-- PROVIDED ENTRIES --
####################

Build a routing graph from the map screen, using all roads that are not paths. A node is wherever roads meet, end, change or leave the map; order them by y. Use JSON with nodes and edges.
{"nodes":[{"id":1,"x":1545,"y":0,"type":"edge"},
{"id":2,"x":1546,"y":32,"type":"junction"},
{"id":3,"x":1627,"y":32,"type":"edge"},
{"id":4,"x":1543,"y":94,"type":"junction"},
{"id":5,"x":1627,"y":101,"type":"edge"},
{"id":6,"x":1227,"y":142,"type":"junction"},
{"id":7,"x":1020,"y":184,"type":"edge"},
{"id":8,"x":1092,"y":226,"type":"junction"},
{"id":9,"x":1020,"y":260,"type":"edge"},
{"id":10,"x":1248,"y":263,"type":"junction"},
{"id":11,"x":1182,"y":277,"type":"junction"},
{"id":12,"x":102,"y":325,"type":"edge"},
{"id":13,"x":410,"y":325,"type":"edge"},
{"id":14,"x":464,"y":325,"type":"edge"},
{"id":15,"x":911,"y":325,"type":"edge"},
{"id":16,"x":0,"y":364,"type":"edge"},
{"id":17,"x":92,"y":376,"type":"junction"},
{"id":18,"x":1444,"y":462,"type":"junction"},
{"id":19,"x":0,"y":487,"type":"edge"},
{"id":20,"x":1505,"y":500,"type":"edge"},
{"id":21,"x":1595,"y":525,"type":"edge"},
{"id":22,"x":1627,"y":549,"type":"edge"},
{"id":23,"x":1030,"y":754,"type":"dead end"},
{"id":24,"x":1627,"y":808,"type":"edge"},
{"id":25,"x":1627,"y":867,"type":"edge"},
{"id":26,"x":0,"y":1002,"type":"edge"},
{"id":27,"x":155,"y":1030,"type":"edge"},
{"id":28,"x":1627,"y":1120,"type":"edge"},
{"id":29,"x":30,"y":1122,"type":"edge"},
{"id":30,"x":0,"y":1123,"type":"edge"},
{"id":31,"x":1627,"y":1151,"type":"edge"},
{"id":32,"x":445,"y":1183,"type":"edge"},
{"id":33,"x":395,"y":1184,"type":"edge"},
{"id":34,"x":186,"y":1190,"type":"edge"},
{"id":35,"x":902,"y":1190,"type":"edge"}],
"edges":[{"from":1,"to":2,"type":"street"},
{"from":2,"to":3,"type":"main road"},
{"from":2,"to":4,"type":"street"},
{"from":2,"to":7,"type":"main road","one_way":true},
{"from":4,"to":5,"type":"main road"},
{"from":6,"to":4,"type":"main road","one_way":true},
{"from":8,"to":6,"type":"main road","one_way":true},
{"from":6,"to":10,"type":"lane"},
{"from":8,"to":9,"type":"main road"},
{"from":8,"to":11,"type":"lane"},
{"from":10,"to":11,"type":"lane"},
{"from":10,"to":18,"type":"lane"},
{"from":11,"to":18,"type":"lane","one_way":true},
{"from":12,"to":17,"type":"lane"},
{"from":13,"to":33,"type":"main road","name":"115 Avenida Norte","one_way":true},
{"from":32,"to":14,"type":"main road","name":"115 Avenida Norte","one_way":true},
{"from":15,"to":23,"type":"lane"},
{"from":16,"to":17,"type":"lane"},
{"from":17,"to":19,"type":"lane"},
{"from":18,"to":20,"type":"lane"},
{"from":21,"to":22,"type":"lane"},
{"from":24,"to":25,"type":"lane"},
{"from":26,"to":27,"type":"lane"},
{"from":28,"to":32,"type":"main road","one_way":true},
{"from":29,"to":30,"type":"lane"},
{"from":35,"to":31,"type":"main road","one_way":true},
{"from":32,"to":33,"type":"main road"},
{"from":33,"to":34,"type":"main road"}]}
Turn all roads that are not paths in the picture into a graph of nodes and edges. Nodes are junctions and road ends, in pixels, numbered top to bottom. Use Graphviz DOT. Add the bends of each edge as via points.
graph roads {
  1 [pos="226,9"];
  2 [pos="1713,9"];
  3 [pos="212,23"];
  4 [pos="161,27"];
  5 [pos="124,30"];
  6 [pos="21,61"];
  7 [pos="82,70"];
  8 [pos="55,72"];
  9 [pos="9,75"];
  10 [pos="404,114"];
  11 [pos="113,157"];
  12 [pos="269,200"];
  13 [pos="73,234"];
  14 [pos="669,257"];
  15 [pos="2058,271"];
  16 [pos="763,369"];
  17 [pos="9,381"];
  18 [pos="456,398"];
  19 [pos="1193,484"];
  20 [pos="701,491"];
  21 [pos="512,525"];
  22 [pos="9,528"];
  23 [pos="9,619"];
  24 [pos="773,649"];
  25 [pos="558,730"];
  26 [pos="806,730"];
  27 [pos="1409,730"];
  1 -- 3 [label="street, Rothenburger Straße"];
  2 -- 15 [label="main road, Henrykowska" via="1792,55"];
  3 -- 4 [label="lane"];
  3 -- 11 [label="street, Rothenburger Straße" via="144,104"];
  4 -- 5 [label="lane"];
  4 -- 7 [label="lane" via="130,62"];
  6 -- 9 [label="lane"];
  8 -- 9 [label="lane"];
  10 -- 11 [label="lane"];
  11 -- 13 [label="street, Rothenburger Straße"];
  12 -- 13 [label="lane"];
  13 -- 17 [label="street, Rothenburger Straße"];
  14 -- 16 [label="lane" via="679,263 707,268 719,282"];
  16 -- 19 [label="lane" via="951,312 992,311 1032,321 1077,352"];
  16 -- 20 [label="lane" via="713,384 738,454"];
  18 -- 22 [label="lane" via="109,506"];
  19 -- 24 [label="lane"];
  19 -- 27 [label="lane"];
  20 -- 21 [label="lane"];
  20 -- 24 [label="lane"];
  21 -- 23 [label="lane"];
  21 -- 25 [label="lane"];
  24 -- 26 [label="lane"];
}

####################

-- PROBLEM REQUIREMENTS --
The full listing is to be restated word for word.

-- EXPECTED ANSWER --
Build a routing graph from the map screen, using all roads that are not paths. A node is wherever roads meet, end, change or leave the map; order them by y. Use JSON with nodes and edges.
{"nodes":[{"id":1,"x":1545,"y":0,"type":"edge"},
{"id":2,"x":1546,"y":32,"type":"junction"},
{"id":3,"x":1627,"y":32,"type":"edge"},
{"id":4,"x":1543,"y":94,"type":"junction"},
{"id":5,"x":1627,"y":101,"type":"edge"},
{"id":6,"x":1227,"y":142,"type":"junction"},
{"id":7,"x":1020,"y":184,"type":"edge"},
{"id":8,"x":1092,"y":226,"type":"junction"},
{"id":9,"x":1020,"y":260,"type":"edge"},
{"id":10,"x":1248,"y":263,"type":"junction"},
{"id":11,"x":1182,"y":277,"type":"junction"},
{"id":12,"x":102,"y":325,"type":"edge"},
{"id":13,"x":410,"y":325,"type":"edge"},
{"id":14,"x":464,"y":325,"type":"edge"},
{"id":15,"x":911,"y":325,"type":"edge"},
{"id":16,"x":0,"y":364,"type":"edge"},
{"id":17,"x":92,"y":376,"type":"junction"},
{"id":18,"x":1444,"y":462,"type":"junction"},
{"id":19,"x":0,"y":487,"type":"edge"},
{"id":20,"x":1505,"y":500,"type":"edge"},
{"id":21,"x":1595,"y":525,"type":"edge"},
{"id":22,"x":1627,"y":549,"type":"edge"},
{"id":23,"x":1030,"y":754,"type":"dead end"},
{"id":24,"x":1627,"y":808,"type":"edge"},
{"id":25,"x":1627,"y":867,"type":"edge"},
{"id":26,"x":0,"y":1002,"type":"edge"},
{"id":27,"x":155,"y":1030,"type":"edge"},
{"id":28,"x":1627,"y":1120,"type":"edge"},
{"id":29,"x":30,"y":1122,"type":"edge"},
{"id":30,"x":0,"y":1123,"type":"edge"},
{"id":31,"x":1627,"y":1151,"type":"edge"},
{"id":32,"x":445,"y":1183,"type":"edge"},
{"id":33,"x":395,"y":1184,"type":"edge"},
{"id":34,"x":186,"y":1190,"type":"edge"},
{"id":35,"x":902,"y":1190,"type":"edge"}],
"edges":[{"from":1,"to":2,"type":"street"},
{"from":2,"to":3,"type":"main road"},
{"from":2,"to":4,"type":"street"},
{"from":2,"to":7,"type":"main road","one_way":true},
{"from":4,"to":5,"type":"main road"},
{"from":6,"to":4,"type":"main road","one_way":true},
{"from":8,"to":6,"type":"main road","one_way":true},
{"from":6,"to":10,"type":"lane"},
{"from":8,"to":9,"type":"main road"},
{"from":8,"to":11,"type":"lane"},
{"from":10,"to":11,"type":"lane"},
{"from":10,"to":18,"type":"lane"},
{"from":11,"to":18,"type":"lane","one_way":true},
{"from":12,"to":17,"type":"lane"},
{"from":13,"to":33,"type":"main road","name":"115 Avenida Norte","one_way":true},
{"from":32,"to":14,"type":"main road","name":"115 Avenida Norte","one_way":true},
{"from":15,"to":23,"type":"lane"},
{"from":16,"to":17,"type":"lane"},
{"from":17,"to":19,"type":"lane"},
{"from":18,"to":20,"type":"lane"},
{"from":21,"to":22,"type":"lane"},
{"from":24,"to":25,"type":"lane"},
{"from":26,"to":27,"type":"lane"},
{"from":28,"to":32,"type":"main road","one_way":true},
{"from":29,"to":30,"type":"lane"},
{"from":35,"to":31,"type":"main road","one_way":true},
{"from":32,"to":33,"type":"main road"},
{"from":33,"to":34,"type":"main road"}]}
Turn all roads that are not paths in the picture into a graph of nodes and edges. Nodes are junctions and road ends, in pixels, numbered top to bottom. Use Graphviz DOT. Add the bends of each edge as via points.
graph roads {
  1 [pos="226,9"];
  2 [pos="1713,9"];
  3 [pos="212,23"];
  4 [pos="161,27"];
  5 [pos="124,30"];
  6 [pos="21,61"];
  7 [pos="82,70"];
  8 [pos="55,72"];
  9 [pos="9,75"];
  10 [pos="404,114"];
  11 [pos="113,157"];
  12 [pos="269,200"];
  13 [pos="73,234"];
  14 [pos="669,257"];
  15 [pos="2058,271"];
  16 [pos="763,369"];
  17 [pos="9,381"];
  18 [pos="456,398"];
  19 [pos="1193,484"];
  20 [pos="701,491"];
  21 [pos="512,525"];
  22 [pos="9,528"];
  23 [pos="9,619"];
  24 [pos="773,649"];
  25 [pos="558,730"];
  26 [pos="806,730"];
  27 [pos="1409,730"];
  1 -- 3 [label="street, Rothenburger Straße"];
  2 -- 15 [label="main road, Henrykowska" via="1792,55"];
  3 -- 4 [label="lane"];
  3 -- 11 [label="street, Rothenburger Straße" via="144,104"];
  4 -- 5 [label="lane"];
  4 -- 7 [label="lane" via="130,62"];
  6 -- 9 [label="lane"];
  8 -- 9 [label="lane"];
  10 -- 11 [label="lane"];
  11 -- 13 [label="street, Rothenburger Straße"];
  12 -- 13 [label="lane"];
  13 -- 17 [label="street, Rothenburger Straße"];
  14 -- 16 [label="lane" via="679,263 707,268 719,282"];
  16 -- 19 [label="lane" via="951,312 992,311 1032,321 1077,352"];
  16 -- 20 [label="lane" via="713,384 738,454"];
  18 -- 22 [label="lane" via="109,506"];
  19 -- 24 [label="lane"];
  19 -- 27 [label="lane"];
  20 -- 21 [label="lane"];
  20 -- 24 [label="lane"];
  21 -- 23 [label="lane"];
  21 -- 25 [label="lane"];
  24 -- 26 [label="lane"];
}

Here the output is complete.